▶ [Exercise objective]:
All records below are to be repeated exactly, with the pictures left out.

▶ [Supplied records]:
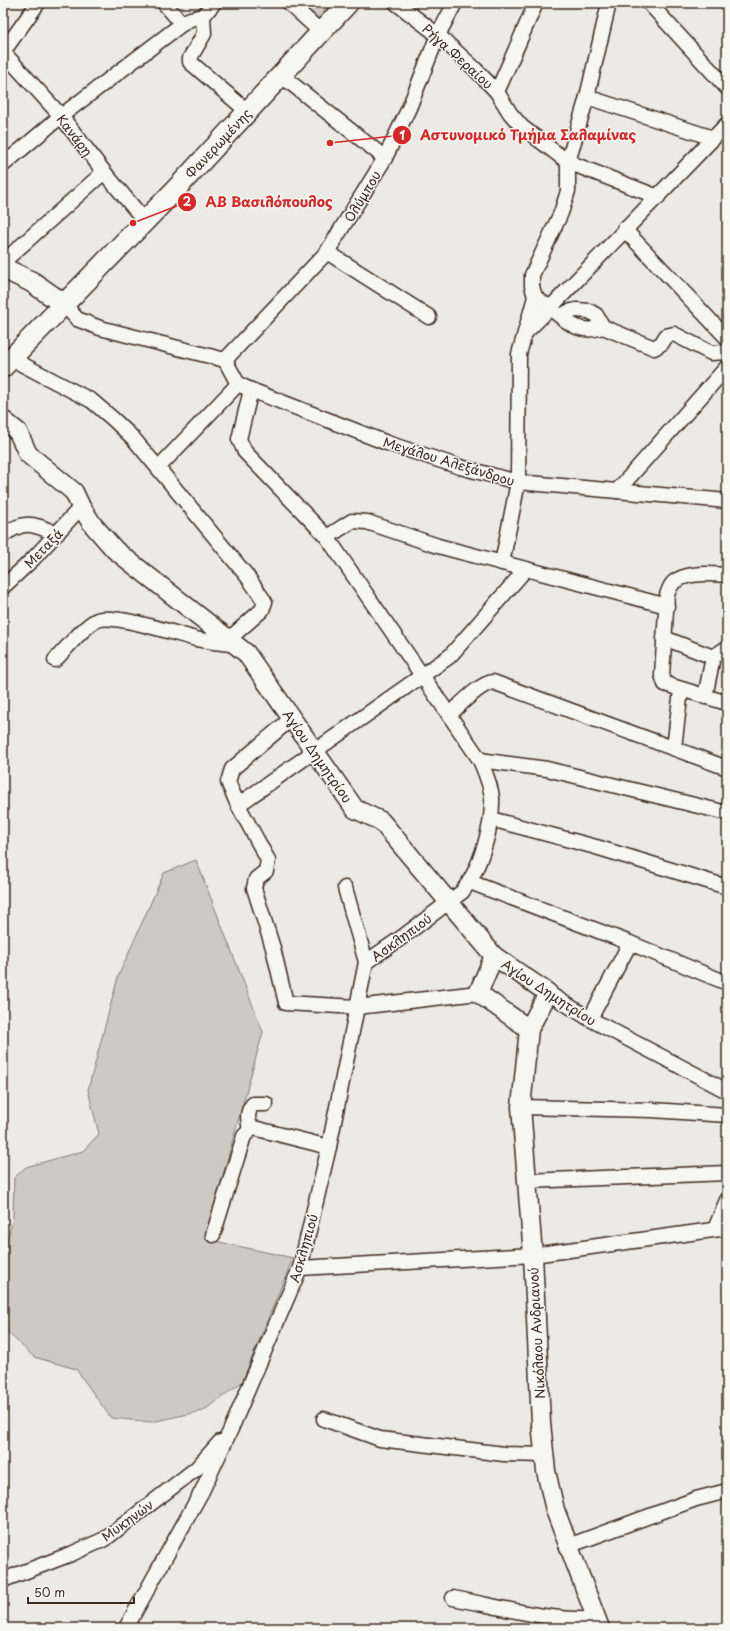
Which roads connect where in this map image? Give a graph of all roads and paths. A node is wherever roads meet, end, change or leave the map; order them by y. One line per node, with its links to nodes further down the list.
1 (38, 3): 15 (street)
2 (164, 3): 12 (street)
3 (214, 3): 11 (street)
4 (289, 3): 13 (street)
5 (348, 3): 13 (main road, Φανερωμένης)
6 (396, 3): 14 (street, Ρήγα Φεραίου)
7 (455, 3): 14 (street, Ολύμπου)
8 (536, 3): 18 (street)
9 (609, 3): 19 (street)
10 (649, 3): 17 (street)
11 (203, 16): 12 (street); 20 (street)
12 (182, 24): 21 (street)
13 (321, 32): 16 (main road, Φανερωμένης)
14 (438, 36): 18 (street, Ρήγα Φεραίου); 24 (street, Ολύμπου)
15 (3, 52): 21 (street, Κανάρη)
16 (282, 76): 20 (main road, Φανερωμένης); 24 (street)
17 (727, 88)
18 (497, 92): 25 (street, Ρήγα Φεραίου)
19 (587, 97): 23 (street); 25 (street)
20 (247, 111): 29 (main road, Φανερωμένης)
21 (61, 116): 26 (street); 27 (street, Κανάρη)
22 (727, 124): 23 (street)
23 (713, 138): 28 (street)
24 (385, 158): 31 (street, Ολύμπου)
25 (568, 162): 28 (street, Ρήγα Φεραίου); 34 (street)
26 (3, 165)
27 (104, 172): 29 (street, Κανάρη); 32 (street)
28 (658, 197): 30 (street)
29 (144, 220): 35 (main road, Φανερωμένης)
30 (624, 229): 36 (street); 41 (street)
31 (327, 252): 38 (street); 43 (street, Ολύμπου)
32 (3, 262)
33 (3, 268): 35 (main road)
34 (535, 297): 36 (street); 40 (street)
35 (65, 305): 43 (street); 44 (main road, Φανερωμένης)
36 (550, 308): 37 (street); 40 (street)
37 (561, 316): 39 (street); 39 (street)
38 (429, 317)
39 (604, 327): 42 (street)
40 (523, 335): 50 (street)
41 (727, 338)
42 (727, 352)
43 (225, 360): 46 (street)
44 (8, 363): 49 (street)
45 (727, 367): 51 (street)
46 (238, 384): 47 (street, Μεγάλου Αλεξάνδρου); 49 (street)
47 (251, 390): 50 (street, Μεγάλου Αλεξάνδρου); 56 (street)
48 (3, 420): 53 (street, Αγίου Δημητρίου)
49 (158, 468): 63 (street)
50 (518, 482): 51 (street, Μεγάλου Αλεξάνδρου); 57 (street)
51 (617, 491): 52 (street, Μεγάλου Αλεξάνδρου)
52 (727, 501)
53 (81, 507): 54 (street, Μεταξά); 63 (street, Αγίου Δημητρίου)
54 (57, 534): 55 (street); 60 (street, Μεταξά)
55 (3, 535)
56 (327, 536): 57 (street); 67 (street)
57 (502, 563): 58 (street)
58 (526, 569): 61 (street); 67 (street)
59 (727, 574): 61 (street)
60 (3, 587)
61 (667, 606): 62 (street)
62 (664, 638): 65 (street); 68 (street)
63 (233, 642): 66 (street); 72 (street, Αγίου Δημητρίου)
64 (727, 648): 65 (street)
65 (713, 657): 69 (street)
66 (55, 660)
67 (422, 677): 71 (street); 74 (street)
68 (681, 690): 69 (street); 73 (street)
69 (705, 697): 70 (street)
70 (727, 703)
71 (449, 715): 73 (street); 75 (street)
72 (292, 718): 74 (street, Αγίου Δημητρίου); 77 (street)
73 (674, 748): 76 (street)
74 (316, 751): 77 (street); 83 (street, Αγίου Δημητρίου)
75 (480, 760): 78 (street); 79 (street)
76 (727, 768)
77 (238, 805): 90 (street)
78 (727, 813)
79 (491, 819): 80 (street); 81 (street)
80 (470, 882): 83 (street, Ασκληπιού); 84 (street)
81 (727, 887)
82 (345, 888): 86 (street)
83 (450, 902): 85 (street, Αγίου Δημητρίου); 86 (street, Ασκληπιού)
84 (630, 943): 87 (street); 91 (street)
85 (494, 956): 88 (street); 89 (street, Αγίου Δημητρίου)
86 (366, 962): 90 (street, Ασκληπιού)
87 (727, 983)
88 (478, 993): 90 (street); 92 (street)
89 (548, 994): 91 (street, Αγίου Δημητρίου); 92 (street)
90 (357, 1007): 98 (street, Ασκληπιού)
91 (590, 1019): 93 (street, Αγίου Δημητρίου)
92 (529, 1029): 95 (street, Νικόλαου Ανδριανού)
93 (727, 1092)
94 (266, 1104): 97 (street)
95 (521, 1107): 96 (street); 100 (street, Νικόλαου Ανδριανού)
96 (727, 1115)
97 (250, 1130): 98 (street); 103 (street)
98 (329, 1147): 105 (street, Ασκληπιού)
99 (727, 1173): 100 (street)
100 (526, 1181): 104 (street, Νικόλαου Ανδριανού)
101 (727, 1200): 102 (street)
102 (721, 1229): 104 (street)
103 (213, 1235)
104 (533, 1255): 105 (street); 108 (street, Νικόλαου Ανδριανού)
105 (300, 1268): 107 (street, Ασκληπιού)
106 (324, 1419): 108 (street)
107 (231, 1429): 111 (street, Μυκηνών); 114 (street, Ασκληπιού)
108 (545, 1455): 110 (street, Νικόλαου Ανδριανού)
109 (727, 1490): 110 (street)
110 (568, 1546): 113 (street, Νικόλαου Ανδριανού)
111 (3, 1580)
112 (453, 1598): 113 (street)
113 (598, 1624)
114 (126, 1628)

▶ [Response area]:
Which roads connect where in this map image? Give a graph of all roads and paths. A node is wherever roads meet, end, change or leave the map; order them by y. One line per node, with its links to nodes further down the list.
1 (38, 3): 15 (street)
2 (164, 3): 12 (street)
3 (214, 3): 11 (street)
4 (289, 3): 13 (street)
5 (348, 3): 13 (main road, Φανερωμένης)
6 (396, 3): 14 (street, Ρήγα Φεραίου)
7 (455, 3): 14 (street, Ολύμπου)
8 (536, 3): 18 (street)
9 (609, 3): 19 (street)
10 (649, 3): 17 (street)
11 (203, 16): 12 (street); 20 (street)
12 (182, 24): 21 (street)
13 (321, 32): 16 (main road, Φανερωμένης)
14 (438, 36): 18 (street, Ρήγα Φεραίου); 24 (street, Ολύμπου)
15 (3, 52): 21 (street, Κανάρη)
16 (282, 76): 20 (main road, Φανερωμένης); 24 (street)
17 (727, 88)
18 (497, 92): 25 (street, Ρήγα Φεραίου)
19 (587, 97): 23 (street); 25 (street)
20 (247, 111): 29 (main road, Φανερωμένης)
21 (61, 116): 26 (street); 27 (street, Κανάρη)
22 (727, 124): 23 (street)
23 (713, 138): 28 (street)
24 (385, 158): 31 (street, Ολύμπου)
25 (568, 162): 28 (street, Ρήγα Φεραίου); 34 (street)
26 (3, 165)
27 (104, 172): 29 (street, Κανάρη); 32 (street)
28 (658, 197): 30 (street)
29 (144, 220): 35 (main road, Φανερωμένης)
30 (624, 229): 36 (street); 41 (street)
31 (327, 252): 38 (street); 43 (street, Ολύμπου)
32 (3, 262)
33 (3, 268): 35 (main road)
34 (535, 297): 36 (street); 40 (street)
35 (65, 305): 43 (street); 44 (main road, Φανερωμένης)
36 (550, 308): 37 (street); 40 (street)
37 (561, 316): 39 (street); 39 (street)
38 (429, 317)
39 (604, 327): 42 (street)
40 (523, 335): 50 (street)
41 (727, 338)
42 (727, 352)
43 (225, 360): 46 (street)
44 (8, 363): 49 (street)
45 (727, 367): 51 (street)
46 (238, 384): 47 (street, Μεγάλου Αλεξάνδρου); 49 (street)
47 (251, 390): 50 (street, Μεγάλου Αλεξάνδρου); 56 (street)
48 (3, 420): 53 (street, Αγίου Δημητρίου)
49 (158, 468): 63 (street)
50 (518, 482): 51 (street, Μεγάλου Αλεξάνδρου); 57 (street)
51 (617, 491): 52 (street, Μεγάλου Αλεξάνδρου)
52 (727, 501)
53 (81, 507): 54 (street, Μεταξά); 63 (street, Αγίου Δημητρίου)
54 (57, 534): 55 (street); 60 (street, Μεταξά)
55 (3, 535)
56 (327, 536): 57 (street); 67 (street)
57 (502, 563): 58 (street)
58 (526, 569): 61 (street); 67 (street)
59 (727, 574): 61 (street)
60 (3, 587)
61 (667, 606): 62 (street)
62 (664, 638): 65 (street); 68 (street)
63 (233, 642): 66 (street); 72 (street, Αγίου Δημητρίου)
64 (727, 648): 65 (street)
65 (713, 657): 69 (street)
66 (55, 660)
67 (422, 677): 71 (street); 74 (street)
68 (681, 690): 69 (street); 73 (street)
69 (705, 697): 70 (street)
70 (727, 703)
71 (449, 715): 73 (street); 75 (street)
72 (292, 718): 74 (street, Αγίου Δημητρίου); 77 (street)
73 (674, 748): 76 (street)
74 (316, 751): 77 (street); 83 (street, Αγίου Δημητρίου)
75 (480, 760): 78 (street); 79 (street)
76 (727, 768)
77 (238, 805): 90 (street)
78 (727, 813)
79 (491, 819): 80 (street); 81 (street)
80 (470, 882): 83 (street, Ασκληπιού); 84 (street)
81 (727, 887)
82 (345, 888): 86 (street)
83 (450, 902): 85 (street, Αγίου Δημητρίου); 86 (street, Ασκληπιού)
84 (630, 943): 87 (street); 91 (street)
85 (494, 956): 88 (street); 89 (street, Αγίου Δημητρίου)
86 (366, 962): 90 (street, Ασκληπιού)
87 (727, 983)
88 (478, 993): 90 (street); 92 (street)
89 (548, 994): 91 (street, Αγίου Δημητρίου); 92 (street)
90 (357, 1007): 98 (street, Ασκληπιού)
91 (590, 1019): 93 (street, Αγίου Δημητρίου)
92 (529, 1029): 95 (street, Νικόλαου Ανδριανού)
93 (727, 1092)
94 (266, 1104): 97 (street)
95 (521, 1107): 96 (street); 100 (street, Νικόλαου Ανδριανού)
96 (727, 1115)
97 (250, 1130): 98 (street); 103 (street)
98 (329, 1147): 105 (street, Ασκληπιού)
99 (727, 1173): 100 (street)
100 (526, 1181): 104 (street, Νικόλαου Ανδριανού)
101 (727, 1200): 102 (street)
102 (721, 1229): 104 (street)
103 (213, 1235)
104 (533, 1255): 105 (street); 108 (street, Νικόλαου Ανδριανού)
105 (300, 1268): 107 (street, Ασκληπιού)
106 (324, 1419): 108 (street)
107 (231, 1429): 111 (street, Μυκηνών); 114 (street, Ασκληπιού)
108 (545, 1455): 110 (street, Νικόλαου Ανδριανού)
109 (727, 1490): 110 (street)
110 (568, 1546): 113 (street, Νικόλαου Ανδριανού)
111 (3, 1580)
112 (453, 1598): 113 (street)
113 (598, 1624)
114 (126, 1628)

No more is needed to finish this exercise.